So Your Boss Is A Jerk
Everyone wants to have a boss who is smart, supportive, fair and honest with strong coaching and mentoring abilities. If you have ever worked with such a boss, you know how wonderful that relationship can be. If you have worked long enough to have had more than two or three bosses, you also know ALL BOSSES ARE NOT CREATED EQUAL. Sometimes, the boss is a Jerk!
Unlike great bosses, or even average bosses, JERK BOSSES ARE NOT-SO-SMART, SUPERFICIALLY SUPPORTIVE, UNFAIR AND BASICALLY DISHONEST — hiding the real motives behind their actions. The coaching and mentoring they do is done to build allegiance to them, rather than build competence and independent thinking within the employee. If you have not encountered a boss who is a Jerk, just keep working, chances are you will.
The not-so-smart Jerk Boss needs to feel smart and “looked up to.” They dabble in minutia and details far below their level of responsibility in the organization. They may meddle all in your job responsibilities because they are incompetent in handling their own.
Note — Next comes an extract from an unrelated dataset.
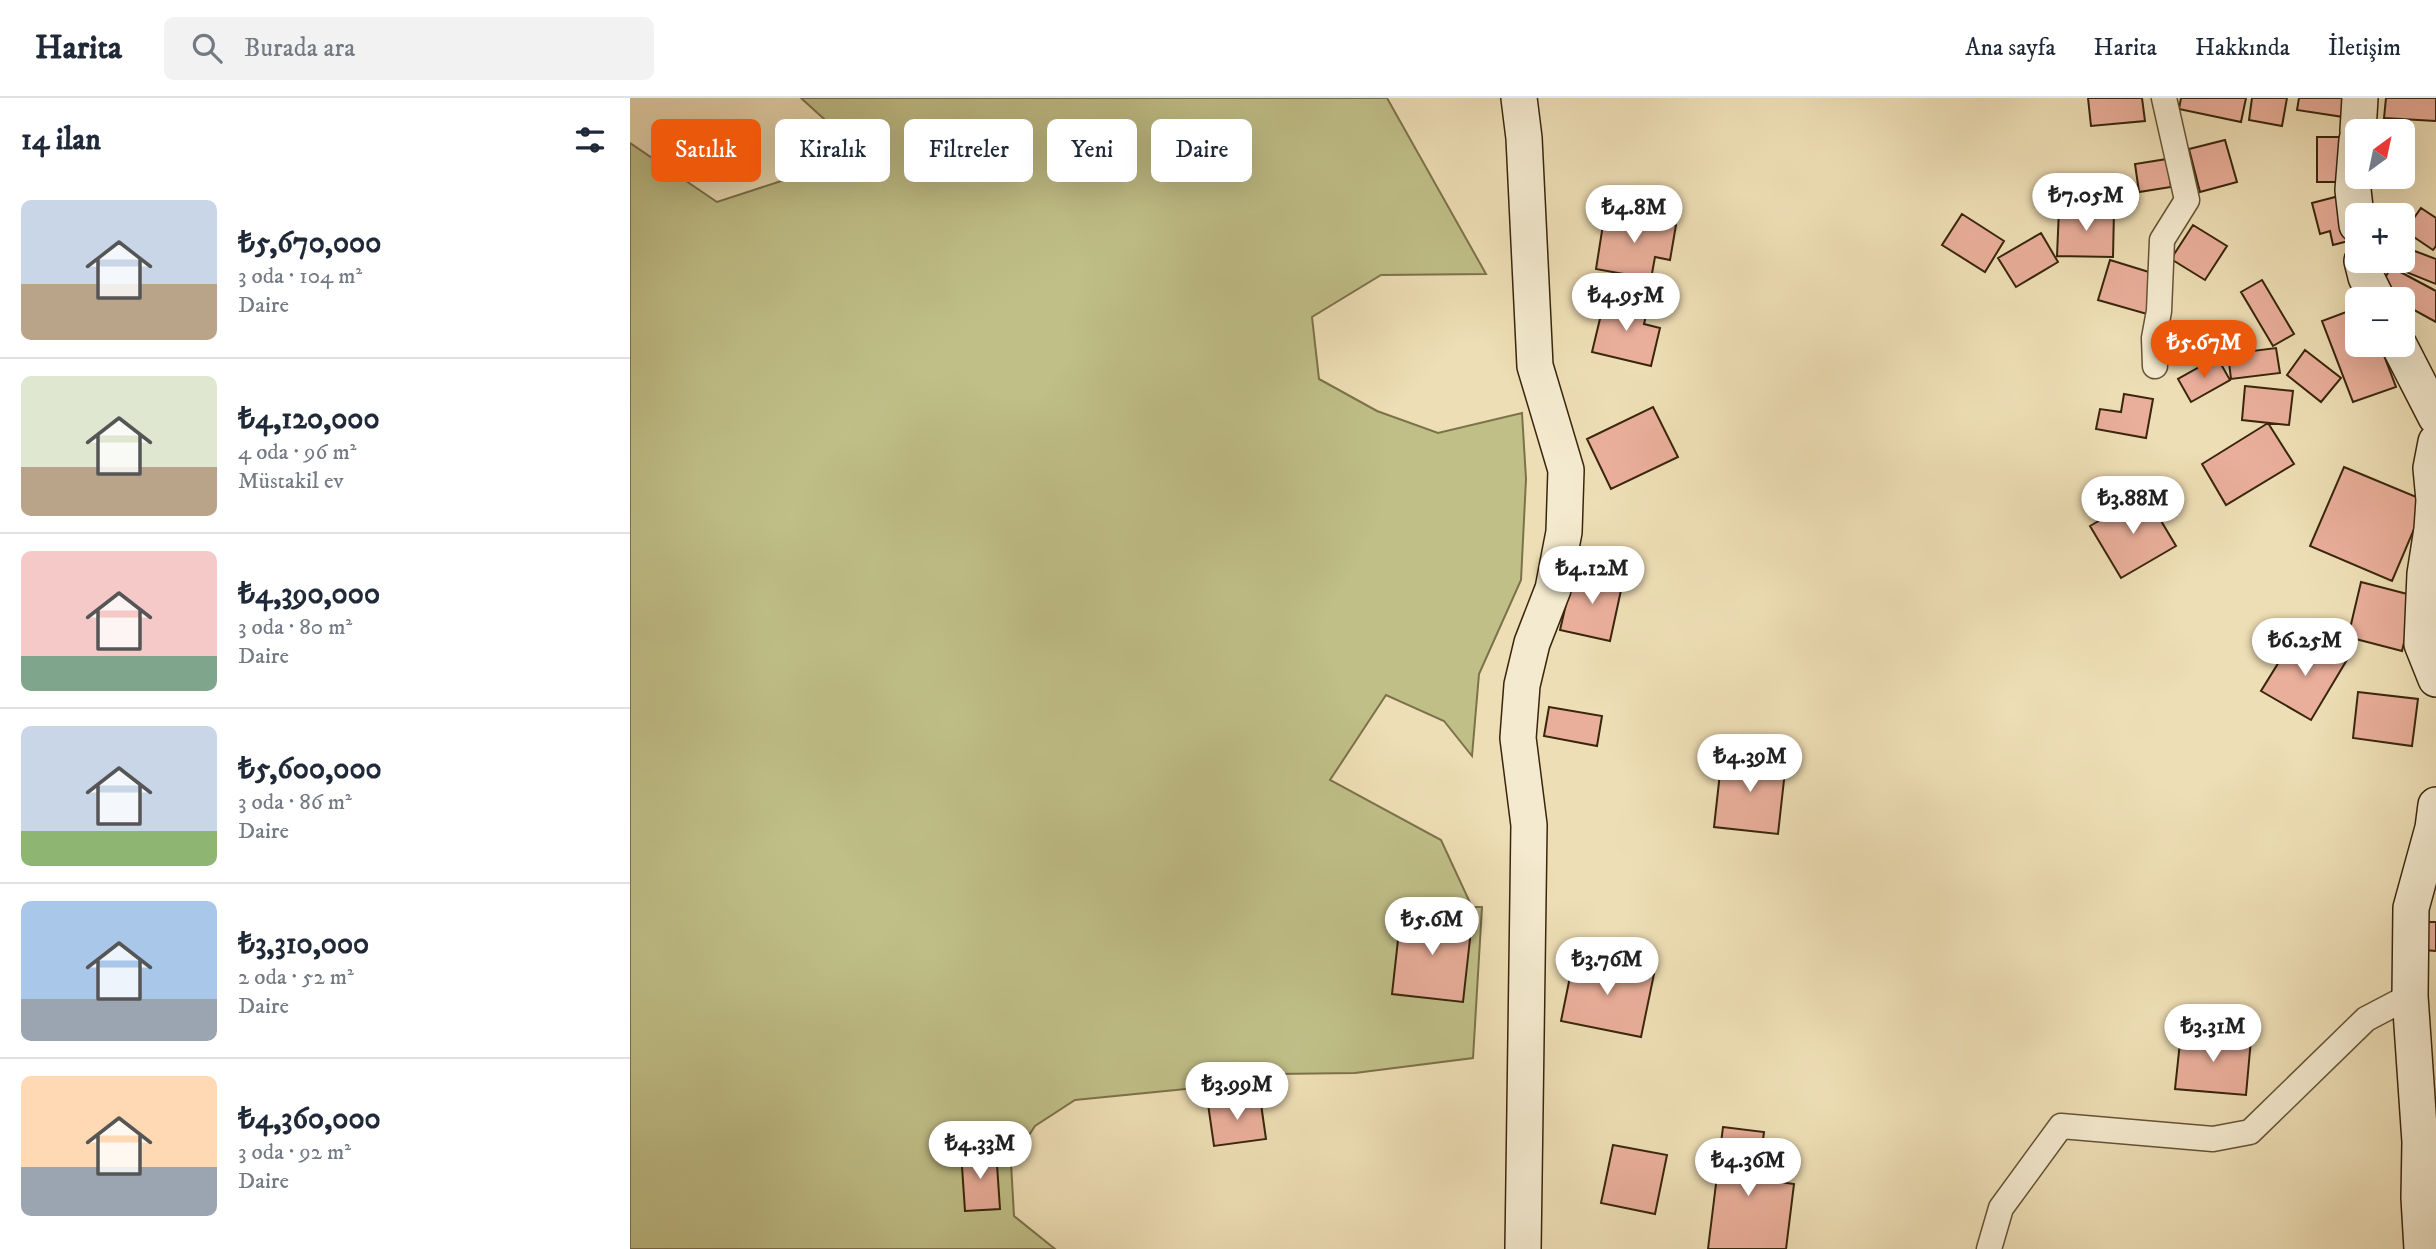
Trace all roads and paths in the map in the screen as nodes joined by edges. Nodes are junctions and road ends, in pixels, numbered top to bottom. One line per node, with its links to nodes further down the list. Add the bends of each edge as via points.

All that said, THE JERK BOSS IS STILL THE BOSS. Pouting and whining about the situation will not make it better. Complaining to the boss’s boss — or HR — rarely, if ever, accomplishes anything positive, and will most likely make matters worse. While the club of bosses may not like each other, THEY OFTEN CIRCLE THE BOSS WAGONS WHEN ONE OF THEM IS UNDER ATTACK from a non-boss employee. HR may be powerless to intervene.
The Lessons:
Do not look to anyone other than yourself to manage your relationship with your boss.
Learn to respect the position if not the person. I know this is hard, and can be very hard. Even so, until you are in a position to get another job and roll the dice with another boss, respecting the position may be all you can hang on to.
Jerk Boss or not, you will generally need the support of your boss to get another job in the organization – and sometimes outside.
Find one thing the Jerk Boss does well and manage your attitude by focusing on that one thing. It may be the only way you stay sane and keep your job.
Never underestimate how easily Jerk Bosses feel threatened.
You rarely have an opportunity to choose your boss. They come and they go.
Your potential in the organization need not be thwarted because you work with a Jerk Boss. By the way, the Jerk Boss NEVER sees you as working WITH him, only FOR him (or her). WHEN YOU MANAGE YOURSELF FIRST, YOU ARE BETTER ABLE TO MANAGE THE RELATIONSHIP WITH YOUR BOSS.
These lessons are not so much about what is “right” or “wrong.” They are not even about how things “ought to be”. They are about realities I have personally experienced or observed, and hope the learning will be of value to you.